Exercise aim
For this exercise, please find the lines in the entries that include the word "Monterey" and copy them.

Material supplied

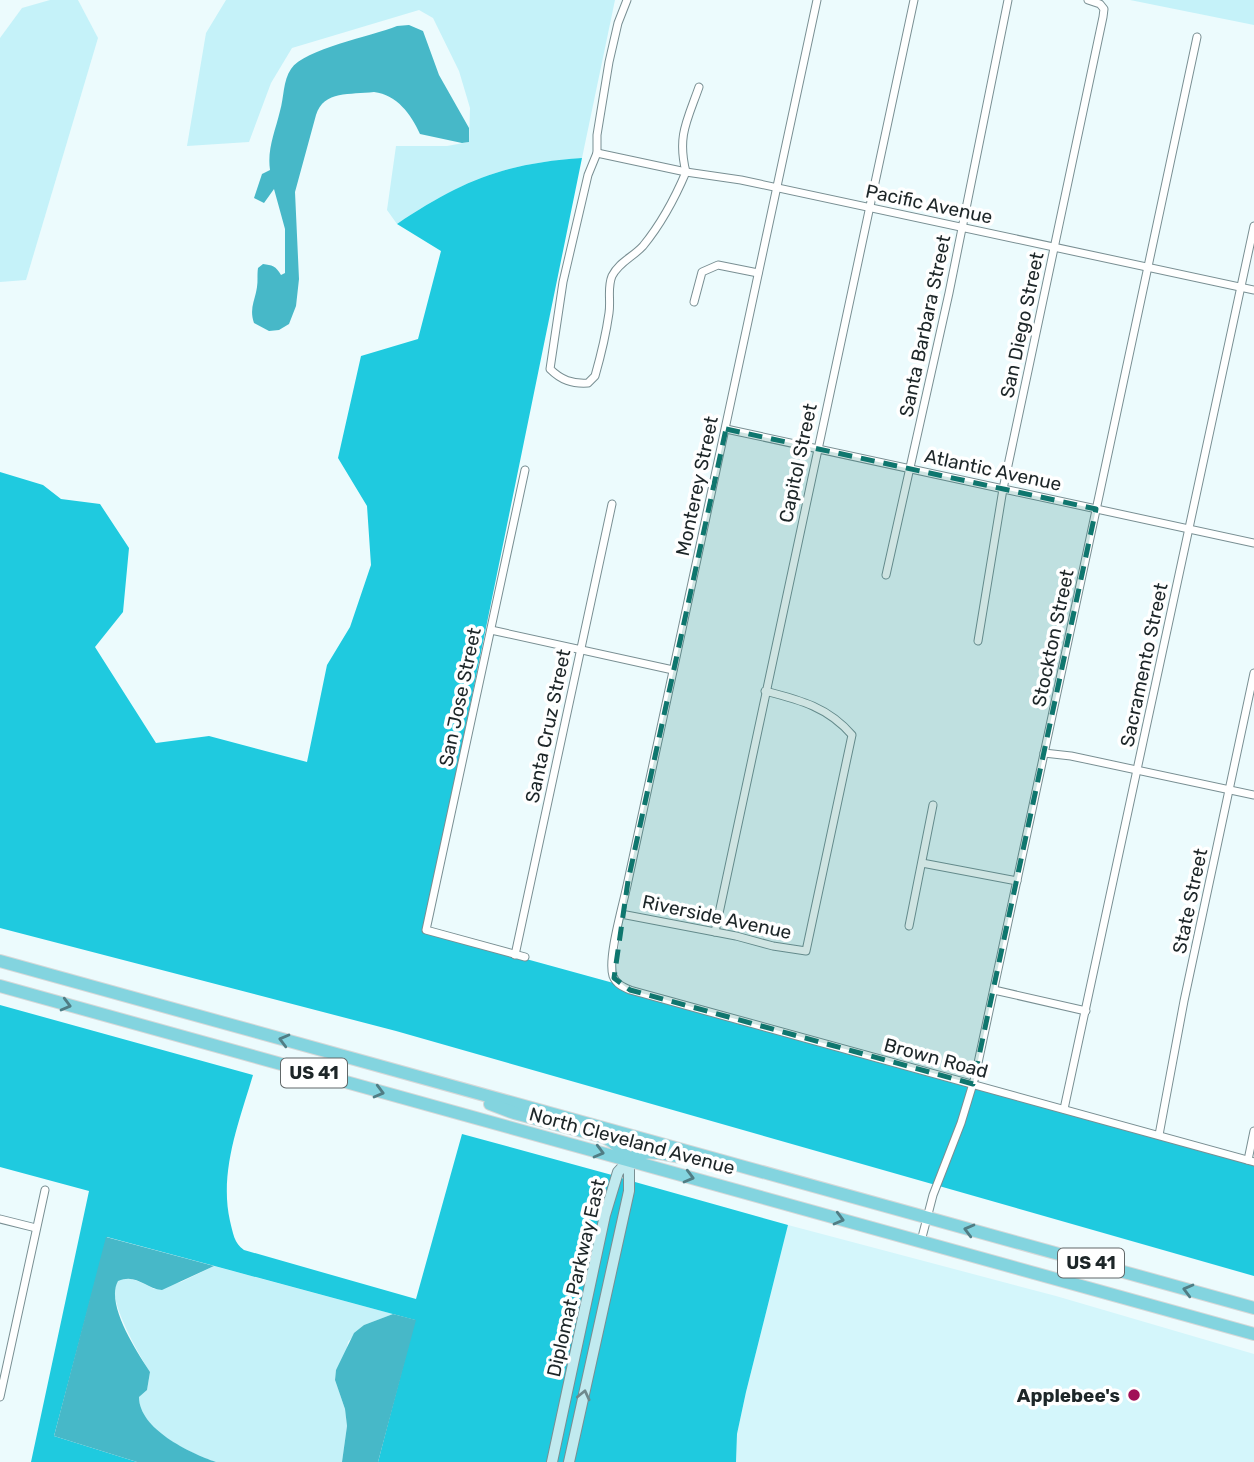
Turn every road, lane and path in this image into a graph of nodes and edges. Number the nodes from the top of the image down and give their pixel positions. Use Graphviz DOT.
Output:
graph roads {
  1 [pos="627,0"];
  2 [pos="817,0"];
  3 [pos="914,0"];
  4 [pos="1008,0"];
  5 [pos="1088,0"];
  6 [pos="1197,37"];
  7 [pos="699,87"];
  8 [pos="597,153"];
  9 [pos="686,172"];
  10 [pos="778,188"];
  11 [pos="870,208"];
  12 [pos="1254,226"];
  13 [pos="962,227"];
  14 [pos="1055,247"];
  15 [pos="1149,266"];
  16 [pos="758,273"];
  17 [pos="1241,287"];
  18 [pos="1254,290"];
  19 [pos="694,302"];
  20 [pos="726,429"];
  21 [pos="817,449"];
  22 [pos="909,468"];
  23 [pos="525,470"];
  24 [pos="1003,489"];
  25 [pos="612,505"];
  26 [pos="1096,509"];
  27 [pos="1189,530"];
  28 [pos="1254,543"];
  29 [pos="886,575"];
  30 [pos="491,630"];
  31 [pos="978,641"];
  32 [pos="580,651"];
  33 [pos="673,670"];
  34 [pos="1254,673"];
  35 [pos="765,691"];
  36 [pos="1044,753"];
  37 [pos="1137,770"];
  38 [pos="1231,790"];
  39 [pos="1254,795"];
  40 [pos="933,805"];
  41 [pos="922,863"];
  42 [pos="1017,881"];
  43 [pos="621,914"];
  44 [pos="909,926"];
  45 [pos="715,932"];
  46 [pos="515,955"];
  47 [pos="525,957"];
  48 [pos="0,961"];
  49 [pos="614,978"];
  50 [pos="0,986"];
  51 [pos="994,990"];
  52 [pos="1086,1011"];
  53 [pos="420,1077"];
  54 [pos="973,1084"];
  55 [pos="1064,1109"];
  56 [pos="1254,1131"];
  57 [pos="1159,1135"];
  58 [pos="629,1160"];
  59 [pos="1251,1161"];
  60 [pos="735,1165"];
  61 [pos="45,1190"];
  62 [pos="927,1218"];
  63 [pos="0,1219"];
  64 [pos="36,1228"];
  65 [pos="921,1241"];
  66 [pos="1254,1308"];
  67 [pos="1191,1316"];
  68 [pos="1254,1324"];
  69 [pos="1254,1334"];
  70 [pos="0,1397"];
  71 [pos="552,1462"];
  72 [pos="569,1462"];
  1 -- 8 [label="street"];
  2 -- 10 [label="street, Monterey Street"];
  3 -- 11 [label="street, Capitol Street"];
  4 -- 13 [label="street, Santa Barbara Street"];
  5 -- 14 [label="street, San Diego Street"];
  6 -- 15 [label="street, Stockton Street"];
  7 -- 9 [label="street"];
  8 -- 9 [label="street, Pacific Avenue"];
  8 -- 9 [label="street"];
  9 -- 10 [label="street, Pacific Avenue"];
  10 -- 11 [label="street, Pacific Avenue"];
  10 -- 16 [label="street, Monterey Street"];
  11 -- 13 [label="street, Pacific Avenue"];
  11 -- 21 [label="street, Capitol Street"];
  12 -- 17 [label="street, Sacramento Street"];
  13 -- 14 [label="street, Pacific Avenue"];
  13 -- 22 [label="street, Santa Barbara Street"];
  14 -- 15 [label="street, Pacific Avenue"];
  14 -- 24 [label="street, San Diego Street"];
  15 -- 17 [label="street, Pacific Avenue"];
  15 -- 26 [label="street, Stockton Street"];
  16 -- 19 [label="street"];
  16 -- 20 [label="street, Monterey Street"];
  17 -- 18 [label="street, Pacific Avenue"];
  17 -- 27 [label="street, Sacramento Street"];
  20 -- 21 [label="street, Atlantic Avenue"];
  20 -- 33 [label="street, Monterey Street"];
  21 -- 22 [label="street, Atlantic Avenue"];
  21 -- 35 [label="street, Capitol Street"];
  22 -- 24 [label="street, Atlantic Avenue"];
  22 -- 29 [label="street, Santa Barbara Street"];
  23 -- 30 [label="street, San Jose Street"];
  24 -- 26 [label="street, Atlantic Avenue"];
  24 -- 31 [label="street, San Diego Street"];
  25 -- 32 [label="street, Santa Cruz Street"];
  26 -- 27 [label="street, Atlantic Avenue"];
  26 -- 36 [label="street, Stockton Street"];
  27 -- 28 [label="street, Atlantic Avenue"];
  27 -- 37 [label="street, Sacramento Street"];
  30 -- 32 [label="street"];
  30 -- 46 [label="street, San Jose Street"];
  32 -- 33 [label="street"];
  32 -- 46 [label="street, Santa Cruz Street"];
  33 -- 43 [label="street, Monterey Street"];
  34 -- 38 [label="street, State Street"];
  35 -- 45 [label="street, Capitol Street"];
  35 -- 45 [label="street, Riverside Avenue"];
  36 -- 37 [label="street"];
  36 -- 42 [label="street, Stockton Street"];
  37 -- 38 [label="street"];
  37 -- 52 [label="street, Sacramento Street"];
  38 -- 39 [label="street"];
  38 -- 57 [label="street, State Street"];
  40 -- 41 [label="street"];
  41 -- 42 [label="street"];
  41 -- 44 [label="street"];
  42 -- 51 [label="street, Stockton Street"];
  43 -- 45 [label="street, Riverside Avenue"];
  43 -- 49 [label="street, Monterey Street"];
  46 -- 47 [label="street"];
  53 -- 48 [label="main road, North Cleveland Avenue / US 41, one-way"];
  49 -- 54 [label="street, Brown Road"];
  50 -- 58 [label="main road, North Cleveland Avenue / US 41, one-way"];
  51 -- 52 [label="street"];
  51 -- 54 [label="street, Stockton Street"];
  52 -- 55 [label="street, Sacramento Street"];
  53 -- 58 [label="main road"];
  53 -- 60 [label="main road, North Cleveland Avenue / US 41"];
  54 -- 55 [label="street, Brown Road"];
  54 -- 62 [label="street, Stockton Street"];
  55 -- 57 [label="street, Brown Road"];
  56 -- 59 [label="street"];
  57 -- 59 [label="street, Brown Road"];
  58 -- 60 [label="main road"];
  58 -- 65 [label="main road, North Cleveland Avenue / US 41, one-way"];
  58 -- 71 [label="main road, Diplomat Parkway East"];
  72 -- 58 [label="main road, Diplomat Parkway East, one-way"];
  60 -- 62 [label="main road, North Cleveland Avenue / US 41"];
  61 -- 64 [label="street"];
  62 -- 65 [label="street, Stockton Street"];
  66 -- 62 [label="main road, North Cleveland Avenue / US 41, one-way"];
  63 -- 64 [label="street"];
  64 -- 70 [label="street"];
  65 -- 67 [label="main road, North Cleveland Avenue / US 41"];
  67 -- 68 [label="main road"];
  67 -- 69 [label="main road, North Cleveland Avenue / US 41"];
}
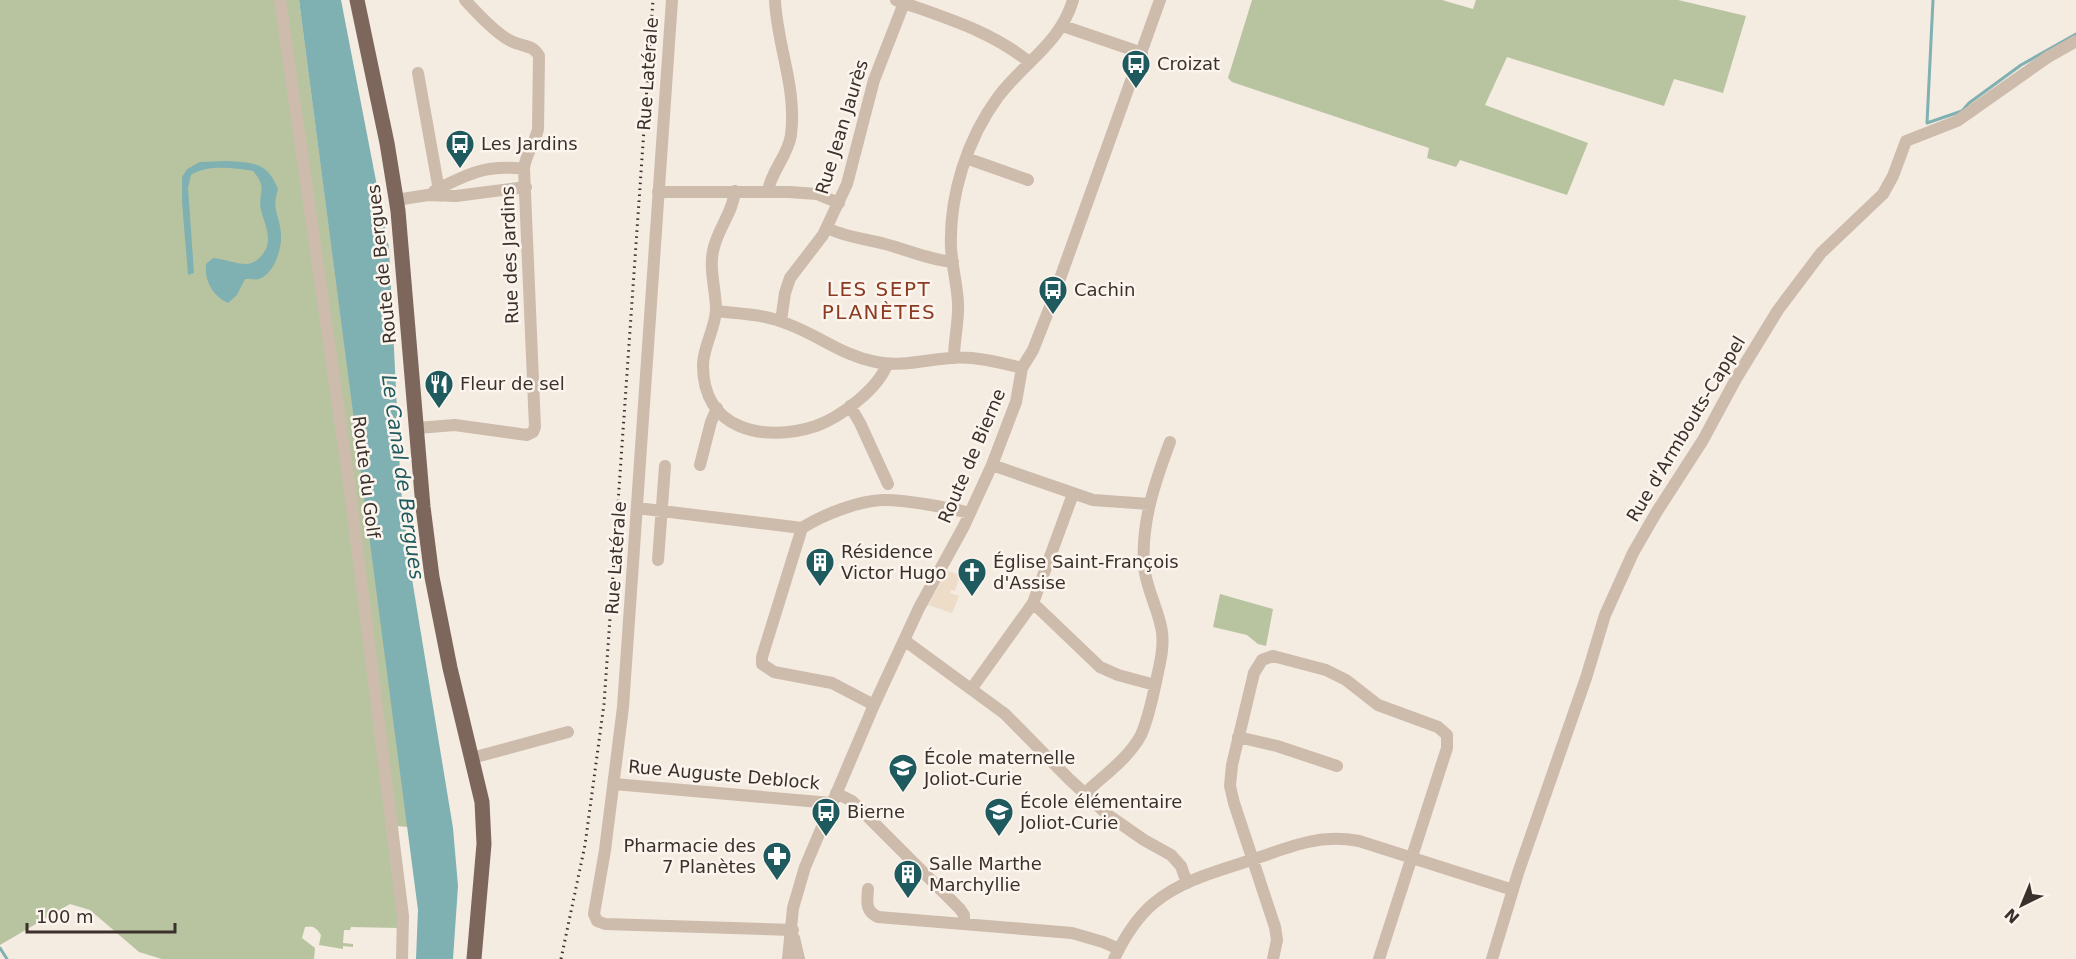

Your response
  2 -- 10 [label="street, Monterey Street"];
  10 -- 16 [label="street, Monterey Street"];
  16 -- 20 [label="street, Monterey Street"];
  20 -- 33 [label="street, Monterey Street"];
  33 -- 43 [label="street, Monterey Street"];
  43 -- 49 [label="street, Monterey Street"];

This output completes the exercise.